Things happen for a reason that cannot be explained. The key is to be receptive to the unknown as it wanders through your field of vision and remain open to where it can take you. Actions today can weave a tale that can take days, months, or even years to complete. For me, it took 69 days.
I attended a Festivus party this past December. The majority of the guests were psychologists. Given my warped sense of reality, I must have been a great piece of entertainment for them. Through conversations with many of them, I found myself in a great chat with someone named Linda. As we talked about this and that, she recommended a book for me to assist me with some family members dealing with cancer. We exchanged emails and that was the end of it.
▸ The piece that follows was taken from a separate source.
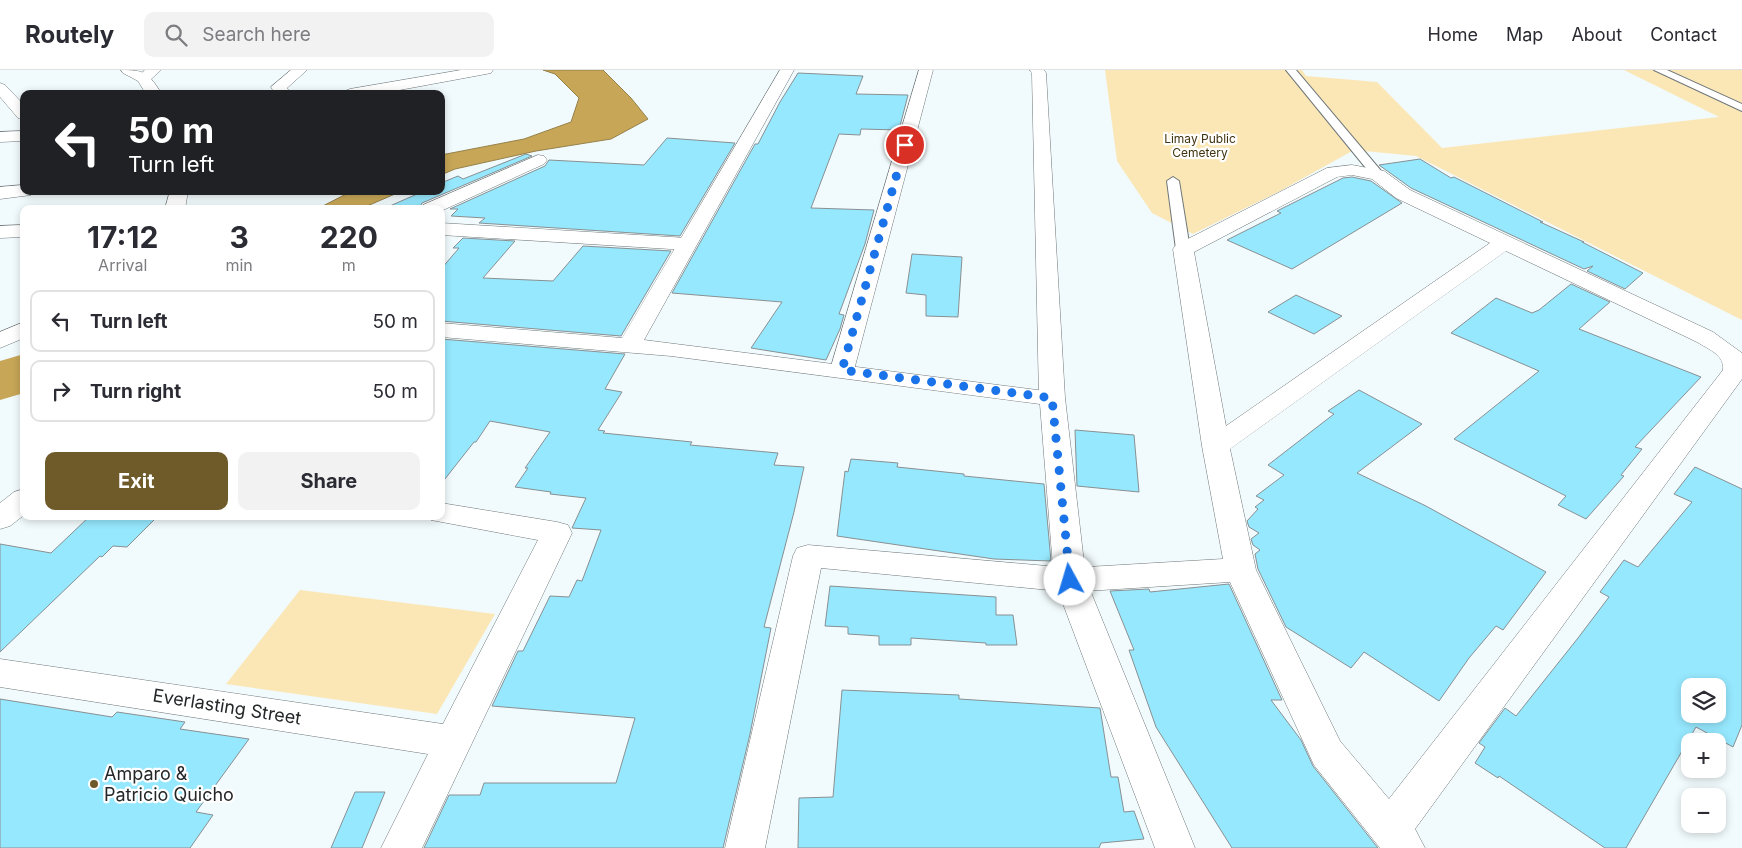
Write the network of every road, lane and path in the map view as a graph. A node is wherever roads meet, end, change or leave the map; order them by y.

I figured as the pleasantries of a cocktail party biz card exchange typically result in nothing more down the road.
Fast forward 69 days from Festivus. I proceeded through the Christmas season, more battles with cancer, and finally settled down into the new year. Then the “Ghost of Festivus Past” reared its head and entered my life over a cup of early morning coffee. Linda from Festivus, emails me out of the blue asking me if I would be interested in photographing a friend of her’s, Ines, with spreading stage 4 breast cancer. Ines is about to go under facial radiation and wanted some good photographs of herself before her eyes drooped, skin burned, and potentially her face that she’s had her entire life changes forever.
I was blown away by this request and as the day progressed, I had a couple good conversations on the phone with Ines and then I brought up what is important to me and to my business — I wanted to meet with her before I agree to photograph her. I need to make sure it will be enjoyable for me, for her, and both of us together. I need to feel a connection. When I tell her I will be the one walking into Starbucks with a giant foam cowboy hat, she had no problems recognizing me. As she came racing up to me howling in laughter, I asked how she recognized me so quickly.
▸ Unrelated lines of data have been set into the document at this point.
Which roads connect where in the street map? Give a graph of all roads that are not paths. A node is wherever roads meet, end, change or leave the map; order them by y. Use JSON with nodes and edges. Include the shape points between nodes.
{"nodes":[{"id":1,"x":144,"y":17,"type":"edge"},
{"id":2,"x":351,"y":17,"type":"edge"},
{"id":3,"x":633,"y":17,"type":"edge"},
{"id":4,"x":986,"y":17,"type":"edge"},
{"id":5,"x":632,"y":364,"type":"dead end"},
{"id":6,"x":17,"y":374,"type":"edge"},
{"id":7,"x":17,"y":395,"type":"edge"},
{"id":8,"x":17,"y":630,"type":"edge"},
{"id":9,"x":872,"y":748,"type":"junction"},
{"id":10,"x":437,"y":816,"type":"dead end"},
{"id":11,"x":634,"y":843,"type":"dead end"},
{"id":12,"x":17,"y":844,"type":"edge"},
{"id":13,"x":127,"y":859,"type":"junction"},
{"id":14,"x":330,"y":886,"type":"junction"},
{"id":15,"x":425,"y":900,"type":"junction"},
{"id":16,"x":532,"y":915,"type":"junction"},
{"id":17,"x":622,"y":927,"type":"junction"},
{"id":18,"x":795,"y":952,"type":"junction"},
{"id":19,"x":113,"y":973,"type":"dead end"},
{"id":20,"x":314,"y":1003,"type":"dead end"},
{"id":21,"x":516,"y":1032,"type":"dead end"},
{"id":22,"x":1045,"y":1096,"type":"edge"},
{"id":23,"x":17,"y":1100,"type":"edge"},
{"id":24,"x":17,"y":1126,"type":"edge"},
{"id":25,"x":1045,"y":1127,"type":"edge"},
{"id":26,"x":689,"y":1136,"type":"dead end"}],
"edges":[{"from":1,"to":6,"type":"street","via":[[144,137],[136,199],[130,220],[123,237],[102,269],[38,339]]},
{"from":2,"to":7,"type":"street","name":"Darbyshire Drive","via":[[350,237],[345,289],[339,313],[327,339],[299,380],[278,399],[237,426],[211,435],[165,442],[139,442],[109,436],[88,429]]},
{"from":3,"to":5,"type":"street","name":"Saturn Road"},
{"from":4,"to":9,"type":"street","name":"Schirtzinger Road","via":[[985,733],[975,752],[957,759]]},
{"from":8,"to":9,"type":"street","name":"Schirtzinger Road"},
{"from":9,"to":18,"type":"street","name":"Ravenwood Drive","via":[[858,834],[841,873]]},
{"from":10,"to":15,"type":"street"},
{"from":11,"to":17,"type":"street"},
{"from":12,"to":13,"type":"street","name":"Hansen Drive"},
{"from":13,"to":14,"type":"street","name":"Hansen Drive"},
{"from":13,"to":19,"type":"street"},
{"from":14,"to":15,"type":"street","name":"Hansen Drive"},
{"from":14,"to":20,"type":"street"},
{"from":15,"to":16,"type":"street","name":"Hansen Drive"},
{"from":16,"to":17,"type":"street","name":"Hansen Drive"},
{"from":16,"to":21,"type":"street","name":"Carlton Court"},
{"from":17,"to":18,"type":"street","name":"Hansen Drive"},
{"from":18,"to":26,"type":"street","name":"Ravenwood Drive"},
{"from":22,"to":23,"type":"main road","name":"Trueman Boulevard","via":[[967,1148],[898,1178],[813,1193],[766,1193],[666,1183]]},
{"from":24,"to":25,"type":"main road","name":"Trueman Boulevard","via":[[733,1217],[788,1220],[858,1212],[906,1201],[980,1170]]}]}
We were off to a fantastic start.
An hour and a half later, we had found what we were both looking for. We had an awesome connection, a game plan for photos, and we were going to make it happen before the radiation treatments started in the next week or two. Yup, this had been one hell of a day and it was only mid-way through the afternoon.
Fast forward a couple days, and Ines’ radiation started on the Friday ahead of our Saturday shoot. She confirmed with the doctor that this first session wouldn’t impact her eye or face for the Saturday’s photo shoot. I’m not sure I would have had the wherewithal, when talking with an oncologist over the phone about radiation on my optical nerve, to ask about a photo shoot the day after.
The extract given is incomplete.